Space is hard - mission control after Apollo 13
Apollo 13 has been called ‘NASA's finest hour’. What was meant to have been the third lunar landing in April 1970, 50 years ago, became a struggle to safely return the crew of three when an oxygen tank explosion crippled their Apollo spacecraft. In the end, it was a major success.
The interaction between the Apollo 13 astronauts and mission operations teams on the ground remains one of the finest examples of leadership and teamwork in modern history, and ESA’s mission control, at the European Space Operations Centre (ESOC), is based on the same approach.
ESA's Main Control Room in Darmstadt, Germany
Photo credit: ESA/J. Mai
Critical early days
Typically, the teams in ESOC’s Main Control Room assume control of a mission shortly after launch, as soon as ground stations receive the first radio signal from space. This moment is called ‘AOS’ – or ‘acquisition of signal’.
Launch success is confirmed once mission control has established contact (via the ground station) with the spacecraft, telemetry and other status data are flowing to Earth and a preliminary assessment has deemed the initial orbit to be correct.
For a few days after launch, during the launch and early orbit phase, the Mission Control Team is ‘on console’ 24 hours a day, overseeing a critical series of actions designed to configure the satellite into a stable operational mode and fully check out the health of all systems - troubleshooting any problems that arise.

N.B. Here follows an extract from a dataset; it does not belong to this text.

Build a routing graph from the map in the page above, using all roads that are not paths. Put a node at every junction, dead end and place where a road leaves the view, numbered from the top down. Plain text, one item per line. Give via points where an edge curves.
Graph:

With a spacecraft safely in orbit, the control team moves out of the Main Control Room and into a dedicated control room for their mission. Here, they settle in for hopefully years of routine daily activities. But, things aren’t always ‘routine’. Not all missions progress smoothly, and in the harsh environment of space, unexpected events sometimes occur.
For every alarm raised, spacecraft controllers identify the anomaly and take immediate recovery actions, using the flight control procedures developed at mission control before launch.

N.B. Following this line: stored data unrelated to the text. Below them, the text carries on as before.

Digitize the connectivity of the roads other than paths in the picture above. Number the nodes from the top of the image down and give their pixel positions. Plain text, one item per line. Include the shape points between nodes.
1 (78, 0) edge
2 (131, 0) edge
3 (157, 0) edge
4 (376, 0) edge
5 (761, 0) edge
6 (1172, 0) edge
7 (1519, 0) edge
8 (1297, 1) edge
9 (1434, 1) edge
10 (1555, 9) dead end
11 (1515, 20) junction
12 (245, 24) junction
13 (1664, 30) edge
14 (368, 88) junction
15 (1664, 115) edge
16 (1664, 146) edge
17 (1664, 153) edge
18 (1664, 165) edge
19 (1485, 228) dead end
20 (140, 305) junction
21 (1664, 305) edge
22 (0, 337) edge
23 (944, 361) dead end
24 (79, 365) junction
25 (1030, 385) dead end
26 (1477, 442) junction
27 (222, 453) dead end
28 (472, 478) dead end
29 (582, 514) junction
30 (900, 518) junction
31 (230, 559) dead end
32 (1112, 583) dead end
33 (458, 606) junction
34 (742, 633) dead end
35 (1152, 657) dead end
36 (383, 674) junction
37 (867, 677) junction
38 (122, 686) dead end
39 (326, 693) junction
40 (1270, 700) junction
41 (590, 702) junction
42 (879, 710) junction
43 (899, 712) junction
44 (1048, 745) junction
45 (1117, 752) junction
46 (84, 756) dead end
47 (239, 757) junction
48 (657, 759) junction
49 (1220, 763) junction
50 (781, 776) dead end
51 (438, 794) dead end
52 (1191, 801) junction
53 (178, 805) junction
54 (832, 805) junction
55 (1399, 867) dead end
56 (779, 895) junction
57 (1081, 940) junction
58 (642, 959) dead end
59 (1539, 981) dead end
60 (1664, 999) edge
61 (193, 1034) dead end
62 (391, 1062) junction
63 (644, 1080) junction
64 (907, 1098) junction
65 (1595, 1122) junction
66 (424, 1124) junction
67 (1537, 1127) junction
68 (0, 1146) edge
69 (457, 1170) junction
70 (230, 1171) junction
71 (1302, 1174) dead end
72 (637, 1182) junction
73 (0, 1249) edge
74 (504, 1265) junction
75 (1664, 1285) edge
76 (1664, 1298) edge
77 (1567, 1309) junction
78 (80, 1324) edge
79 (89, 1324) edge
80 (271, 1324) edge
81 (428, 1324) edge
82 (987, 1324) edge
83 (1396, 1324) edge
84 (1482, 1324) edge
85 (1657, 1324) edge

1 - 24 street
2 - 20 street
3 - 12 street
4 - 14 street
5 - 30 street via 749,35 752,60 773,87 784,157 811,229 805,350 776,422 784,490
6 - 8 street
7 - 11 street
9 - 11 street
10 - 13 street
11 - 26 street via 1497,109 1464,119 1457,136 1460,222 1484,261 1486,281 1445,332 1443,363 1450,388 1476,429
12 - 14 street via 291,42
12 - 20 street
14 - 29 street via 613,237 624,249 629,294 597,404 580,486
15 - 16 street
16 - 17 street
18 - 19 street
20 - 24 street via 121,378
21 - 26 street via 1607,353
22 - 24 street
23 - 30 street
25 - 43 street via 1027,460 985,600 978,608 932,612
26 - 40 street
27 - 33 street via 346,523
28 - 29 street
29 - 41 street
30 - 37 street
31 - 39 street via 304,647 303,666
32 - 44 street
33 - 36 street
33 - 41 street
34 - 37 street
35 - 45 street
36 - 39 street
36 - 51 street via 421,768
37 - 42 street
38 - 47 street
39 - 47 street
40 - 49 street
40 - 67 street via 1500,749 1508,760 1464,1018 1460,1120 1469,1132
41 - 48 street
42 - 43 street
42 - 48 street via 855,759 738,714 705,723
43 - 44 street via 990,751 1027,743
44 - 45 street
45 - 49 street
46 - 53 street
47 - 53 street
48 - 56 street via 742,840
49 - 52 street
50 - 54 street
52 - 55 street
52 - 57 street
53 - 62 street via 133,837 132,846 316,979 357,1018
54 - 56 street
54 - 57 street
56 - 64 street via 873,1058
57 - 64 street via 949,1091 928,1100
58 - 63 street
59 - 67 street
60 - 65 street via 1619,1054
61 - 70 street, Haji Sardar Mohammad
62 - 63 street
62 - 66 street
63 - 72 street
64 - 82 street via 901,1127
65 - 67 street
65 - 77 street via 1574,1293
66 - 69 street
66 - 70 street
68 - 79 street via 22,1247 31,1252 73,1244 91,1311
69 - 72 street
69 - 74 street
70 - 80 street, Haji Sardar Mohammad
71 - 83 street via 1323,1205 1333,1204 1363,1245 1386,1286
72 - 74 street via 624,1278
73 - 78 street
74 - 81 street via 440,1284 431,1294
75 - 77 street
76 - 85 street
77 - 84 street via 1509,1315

The key elements of flight operations success at ESA include long-term planning, dealing with changing conditions as the mission progresses through eclipses or orbital evolutions and – always – anticipating the unexpected.
Accentuate the negative
Believe it or not, there are people at mission control who spend their days thinking up every possible way a mission could fail, and then inflicting these scenarios on control teams through a series of demanding simulations.

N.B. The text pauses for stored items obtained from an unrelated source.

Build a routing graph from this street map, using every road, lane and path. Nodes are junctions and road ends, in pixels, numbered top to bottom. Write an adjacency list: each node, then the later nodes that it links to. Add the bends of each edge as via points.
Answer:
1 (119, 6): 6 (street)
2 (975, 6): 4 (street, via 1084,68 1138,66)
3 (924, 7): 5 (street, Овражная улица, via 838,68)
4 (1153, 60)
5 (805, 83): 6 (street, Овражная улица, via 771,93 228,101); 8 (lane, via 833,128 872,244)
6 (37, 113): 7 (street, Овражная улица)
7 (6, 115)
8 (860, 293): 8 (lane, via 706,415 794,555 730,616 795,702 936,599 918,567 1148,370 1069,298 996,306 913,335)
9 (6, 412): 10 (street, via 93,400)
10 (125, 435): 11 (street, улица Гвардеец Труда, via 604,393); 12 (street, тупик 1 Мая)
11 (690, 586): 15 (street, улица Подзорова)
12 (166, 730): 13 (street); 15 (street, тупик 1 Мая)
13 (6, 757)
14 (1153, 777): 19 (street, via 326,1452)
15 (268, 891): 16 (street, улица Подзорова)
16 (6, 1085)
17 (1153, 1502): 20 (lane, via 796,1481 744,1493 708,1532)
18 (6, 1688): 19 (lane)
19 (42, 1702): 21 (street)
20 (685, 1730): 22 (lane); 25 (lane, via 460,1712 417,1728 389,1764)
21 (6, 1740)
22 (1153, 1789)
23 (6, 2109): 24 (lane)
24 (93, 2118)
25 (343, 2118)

Before launch, the Mission Control Team goes through months of ‘sim training’, where critical operations scenarios are realistically played out, failures in space and ground systems are introduced, and even external set-backs are emulated. Perhaps a vital member of the team becomes sick, a storm creates a power cut across the region, or a solar flare blinds their spacecraft – how will they react?
Simulations can be stressful, time consuming and throw up unexpected or unlikely multiple-failure scenarios. By going through them and practicing how to react, when the time comes to fly for real, ideally no unplanned event is totally unexpected and teams are as prepared and calm as can be.
Since the 1960s, the pace of missions operations, and their complexity, has steadily increased. ESA’s mission control has built up the tools and expertise required to manage these missions and, today, its control teams deal with missions that range from Earth observation and in-orbit observatories to solar system exploration.
The successful return of Apollo 13 lives on in our collective memories. It is an important reminder that ‘space’ is hard, an unforgiving environment that doesn’t tolerate mistakes. But by accumulating flight experience, training for every possible eventuality, and the skills and teamwork to ‘work the problem’, ESA’s flight controllers embody that same spirit as they fly complex European space missions today.